News & events


IIoT, Industrie 4.0 or 4IR?

First Quarter 2020 News & events

Stakeholder capitalism: a new world order

The World Economic Forum has always spotted trends long before they become mainstream, and I have been following with interest. In Davos this year the big news was the swing from shareholder to stakeholder capitalism. Today if companies want to attract serious investors they have to look after their customers, staff, suppliers and communities – not just shareholders. The debates at Davos 2020 showed that “the business of business is now far more than just business”. Shareholders are no longer the priority. A good ESG rating is as important as financial statements. This is an area that South African business has pioneered, a lot of it quietly behind the scenes. In our stories from Motion Control contributors there are many examples.

The jargon comes thick and fast: do we call it IIoT, M2M, Industrie 4.0 or 4IR? Motion Control has tried to standardise on IIoT but sometimes this doesn’t seem to quite fit. After investigating the differences a bit further, this is what I came up with.

Industrial Internet of Things

You can’t control what you can’t measure, and this is where IIoT comes in. It’s about connecting devices on the plant floor and providing new ways to generate and collect useful data. IIoT lets you see the furthest points of the production floor, and into the machine, and can make predictive maintenance and big data analytics possible. It is about connecting devices to improve equipment effectiveness and provide new insights into our businesses, and is resulting in unprecedented levels of efficiency, productivity and performance.

The term Industrial Internet was originally coined by GE in 2012. The adoption and standardisation effort is being led by a US-based alliance known as the Industrial Internet Consortium. Nineteen working groups are in place to develop best practices and standards around IIoT.

Industry 4.0

Industrie 4.0 (the original term) came out of a project in the High Tech Strategy 2020 of the German government and was first presented in 2011 at Hannover Messe. It is a German government led initiative in collaboration with associations, enterprises, academia and trade unions. The goal of the Industrie 4.0 platform is to secure and expand Germany’s leading international position in the manufacturing industry.
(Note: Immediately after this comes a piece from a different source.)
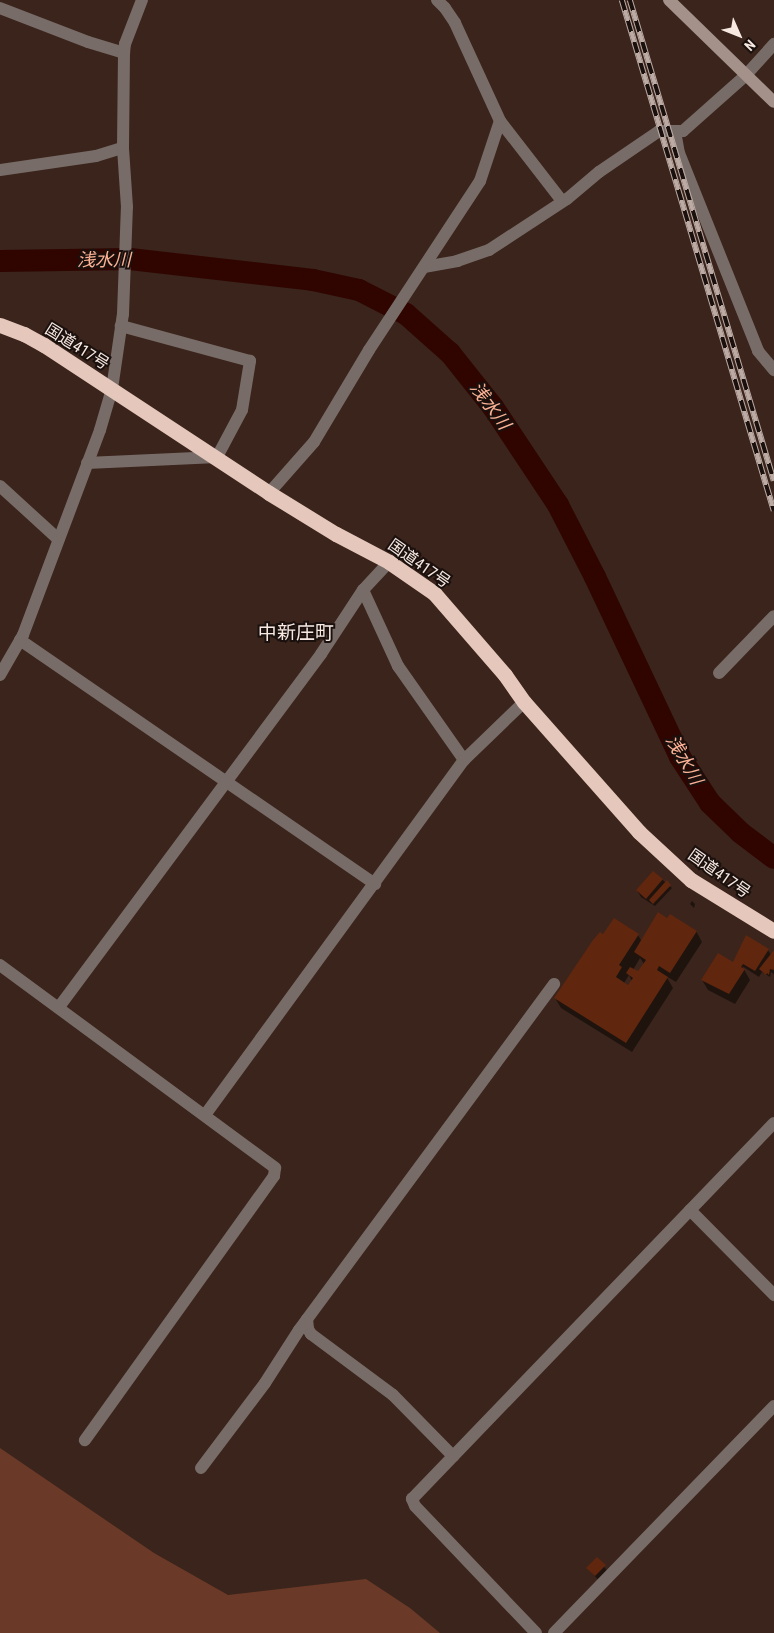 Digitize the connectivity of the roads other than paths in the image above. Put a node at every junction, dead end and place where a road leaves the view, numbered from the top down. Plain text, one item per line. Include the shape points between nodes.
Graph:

Broadly the initiative refers to the intelligent networking of machines and processes in industry and it is coordinating the digital transformation of industry. There are six working groups to develop the basic concepts and to tackle the challenges. The Industrie 4.0 philosophy is about keeping the new generation of manufacturers competitive in a global market.

It is more of a cultural philosophy about how to use increased visibility, flexibility and efficiency in production to be more competitive. On the other hand, IIoT is the enabling force for connecting devices, data, machines and people to benefit company and customers.

Machine to Machine

M2M is direct communication between machines, smartphones and appliances. It connects machines to machines, while IIoT takes machine to machine connectivity, integrates web applications and connects it to a cloud. M2M makes use of isolated systems of sensors to collect and record remotely measured data, while IIoT converges systems to enable new applications. IIoT steps it up by integrating device and sensor data with big data, analytics and other mobile applications in an enterprise.

Fourth Industrial Revolution

The phrase Fourth Industrial Revolution (4IR) was introduced in 2015 by Klaus Schwab, executive chairman of the World Economic Forum, in his book The Fourth Industrial Revolution. The term represents the fourth major industrial era since the first Industrial Revolution of the 18th century. It is described as a fusion of emerging technologies that is blurring the lines between the physical, digital and biological spheres. Breakthroughs include robotics, artificial intelligence, nanotechnology, quantum computing, biotechnology, materials science, energy storage, 5G wireless technologies, additive manufacturing and autonomous vehicles.

4IR is the term that has been adopted by South Africa and there are some impressive initiatives going on in this area. For example in recent issues of Motion Control we have covered how South Africa is responding to 4IR through the impressive Intsimbi Future Production Technologies Initiative. This drive is aimed at changing the face of automation in South Africa in a partnership between government and industry.


As far as I am concerned these terms all say the same thing in a slightly different way. For now I think I will stick with IIoT.